Records drawn from a dataset:
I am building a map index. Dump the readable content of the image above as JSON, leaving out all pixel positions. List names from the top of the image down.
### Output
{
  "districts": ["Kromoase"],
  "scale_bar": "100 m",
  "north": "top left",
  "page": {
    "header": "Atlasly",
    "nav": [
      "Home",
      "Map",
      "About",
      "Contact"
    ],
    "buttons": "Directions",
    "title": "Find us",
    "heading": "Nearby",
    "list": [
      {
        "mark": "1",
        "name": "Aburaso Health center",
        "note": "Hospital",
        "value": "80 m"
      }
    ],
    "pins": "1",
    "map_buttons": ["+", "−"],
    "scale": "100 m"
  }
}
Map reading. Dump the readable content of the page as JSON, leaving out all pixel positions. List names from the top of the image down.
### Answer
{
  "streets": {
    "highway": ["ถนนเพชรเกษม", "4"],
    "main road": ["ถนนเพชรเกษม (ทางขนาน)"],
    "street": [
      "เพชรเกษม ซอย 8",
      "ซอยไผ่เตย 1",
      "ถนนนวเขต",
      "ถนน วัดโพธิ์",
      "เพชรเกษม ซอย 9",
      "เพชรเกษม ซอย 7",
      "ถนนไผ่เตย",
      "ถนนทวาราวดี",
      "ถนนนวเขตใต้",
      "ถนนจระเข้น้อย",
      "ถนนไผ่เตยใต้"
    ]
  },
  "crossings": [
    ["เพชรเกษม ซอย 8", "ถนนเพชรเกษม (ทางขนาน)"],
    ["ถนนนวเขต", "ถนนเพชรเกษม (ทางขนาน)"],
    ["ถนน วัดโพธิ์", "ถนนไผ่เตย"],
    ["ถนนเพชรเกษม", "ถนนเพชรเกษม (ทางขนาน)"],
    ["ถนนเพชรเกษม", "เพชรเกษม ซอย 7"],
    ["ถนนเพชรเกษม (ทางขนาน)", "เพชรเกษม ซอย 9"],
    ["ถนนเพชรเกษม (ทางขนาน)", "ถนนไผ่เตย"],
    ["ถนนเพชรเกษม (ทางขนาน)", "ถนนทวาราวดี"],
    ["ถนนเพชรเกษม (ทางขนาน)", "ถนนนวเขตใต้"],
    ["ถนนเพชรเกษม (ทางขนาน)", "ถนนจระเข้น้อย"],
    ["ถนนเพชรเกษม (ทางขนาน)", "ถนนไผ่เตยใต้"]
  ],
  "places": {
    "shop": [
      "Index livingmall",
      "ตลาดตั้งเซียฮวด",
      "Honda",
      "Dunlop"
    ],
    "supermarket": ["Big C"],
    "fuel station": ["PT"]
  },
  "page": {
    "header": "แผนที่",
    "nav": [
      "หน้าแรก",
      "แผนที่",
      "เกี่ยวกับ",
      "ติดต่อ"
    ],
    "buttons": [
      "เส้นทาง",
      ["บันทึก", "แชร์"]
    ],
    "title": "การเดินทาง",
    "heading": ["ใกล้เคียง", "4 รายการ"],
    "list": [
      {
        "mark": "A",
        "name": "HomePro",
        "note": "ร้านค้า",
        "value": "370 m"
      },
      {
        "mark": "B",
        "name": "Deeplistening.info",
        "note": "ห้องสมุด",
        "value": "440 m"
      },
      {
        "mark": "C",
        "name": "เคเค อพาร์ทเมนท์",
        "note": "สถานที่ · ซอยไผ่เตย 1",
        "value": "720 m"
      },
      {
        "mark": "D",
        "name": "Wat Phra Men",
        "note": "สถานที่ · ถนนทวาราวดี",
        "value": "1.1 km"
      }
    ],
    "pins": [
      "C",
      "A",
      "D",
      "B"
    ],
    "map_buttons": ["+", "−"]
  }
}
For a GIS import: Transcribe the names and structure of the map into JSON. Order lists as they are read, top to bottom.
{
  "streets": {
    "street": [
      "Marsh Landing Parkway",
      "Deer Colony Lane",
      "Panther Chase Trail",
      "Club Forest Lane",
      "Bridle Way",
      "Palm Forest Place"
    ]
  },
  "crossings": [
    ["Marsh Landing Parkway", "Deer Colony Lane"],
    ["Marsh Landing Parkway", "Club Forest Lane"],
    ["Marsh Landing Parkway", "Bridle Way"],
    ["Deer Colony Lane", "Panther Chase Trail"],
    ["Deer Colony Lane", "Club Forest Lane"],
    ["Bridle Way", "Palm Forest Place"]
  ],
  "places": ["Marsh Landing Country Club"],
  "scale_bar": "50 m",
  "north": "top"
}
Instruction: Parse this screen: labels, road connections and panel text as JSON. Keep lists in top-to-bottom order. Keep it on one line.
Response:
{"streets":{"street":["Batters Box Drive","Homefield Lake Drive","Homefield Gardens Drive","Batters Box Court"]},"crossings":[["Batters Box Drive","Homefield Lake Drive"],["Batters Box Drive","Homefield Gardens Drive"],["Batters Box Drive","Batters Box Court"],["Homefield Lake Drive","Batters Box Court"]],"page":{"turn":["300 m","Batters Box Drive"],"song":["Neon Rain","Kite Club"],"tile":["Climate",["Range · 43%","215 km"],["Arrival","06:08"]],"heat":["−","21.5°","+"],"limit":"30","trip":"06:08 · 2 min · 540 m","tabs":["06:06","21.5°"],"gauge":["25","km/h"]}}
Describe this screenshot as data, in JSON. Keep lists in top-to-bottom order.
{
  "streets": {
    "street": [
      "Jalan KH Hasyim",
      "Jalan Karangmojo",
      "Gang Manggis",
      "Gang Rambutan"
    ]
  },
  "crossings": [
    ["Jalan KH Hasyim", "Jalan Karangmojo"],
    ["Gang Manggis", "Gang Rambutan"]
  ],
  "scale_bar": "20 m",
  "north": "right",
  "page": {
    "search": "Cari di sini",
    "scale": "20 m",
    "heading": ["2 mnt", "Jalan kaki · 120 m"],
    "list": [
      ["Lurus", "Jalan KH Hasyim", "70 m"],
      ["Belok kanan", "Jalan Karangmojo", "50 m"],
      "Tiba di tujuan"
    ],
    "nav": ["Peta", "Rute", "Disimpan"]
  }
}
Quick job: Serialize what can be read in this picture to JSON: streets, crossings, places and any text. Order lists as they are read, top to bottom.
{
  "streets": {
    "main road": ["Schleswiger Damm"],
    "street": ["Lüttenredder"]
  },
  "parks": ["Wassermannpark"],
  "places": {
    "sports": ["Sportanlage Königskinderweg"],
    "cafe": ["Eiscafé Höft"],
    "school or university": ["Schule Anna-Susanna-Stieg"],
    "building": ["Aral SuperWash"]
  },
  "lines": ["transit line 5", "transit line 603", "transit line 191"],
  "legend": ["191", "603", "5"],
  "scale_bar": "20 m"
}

*What to produce*
Print exactly the lines from the beginning of the entries through the line with "Map reading. Dump". Output nothing more.

*Result of this exercise*
I am building a map index. Dump the readable content of the image above as JSON, leaving out all pixel positions. List names from the top of the image down.
### Output
{
  "districts": ["Kromoase"],
  "scale_bar": "100 m",
  "north": "top left",
  "page": {
    "header": "Atlasly",
    "nav": [
      "Home",
      "Map",
      "About",
      "Contact"
    ],
    "buttons": "Directions",
    "title": "Find us",
    "heading": "Nearby",
    "list": [
      {
        "mark": "1",
        "name": "Aburaso Health center",
        "note": "Hospital",
        "value": "80 m"
      }
    ],
    "pins": "1",
    "map_buttons": ["+", "−"],
    "scale": "100 m"
  }
}
Map reading. Dump the readable content of the page as JSON, leaving out all pixel positions. List names from the top of the image down.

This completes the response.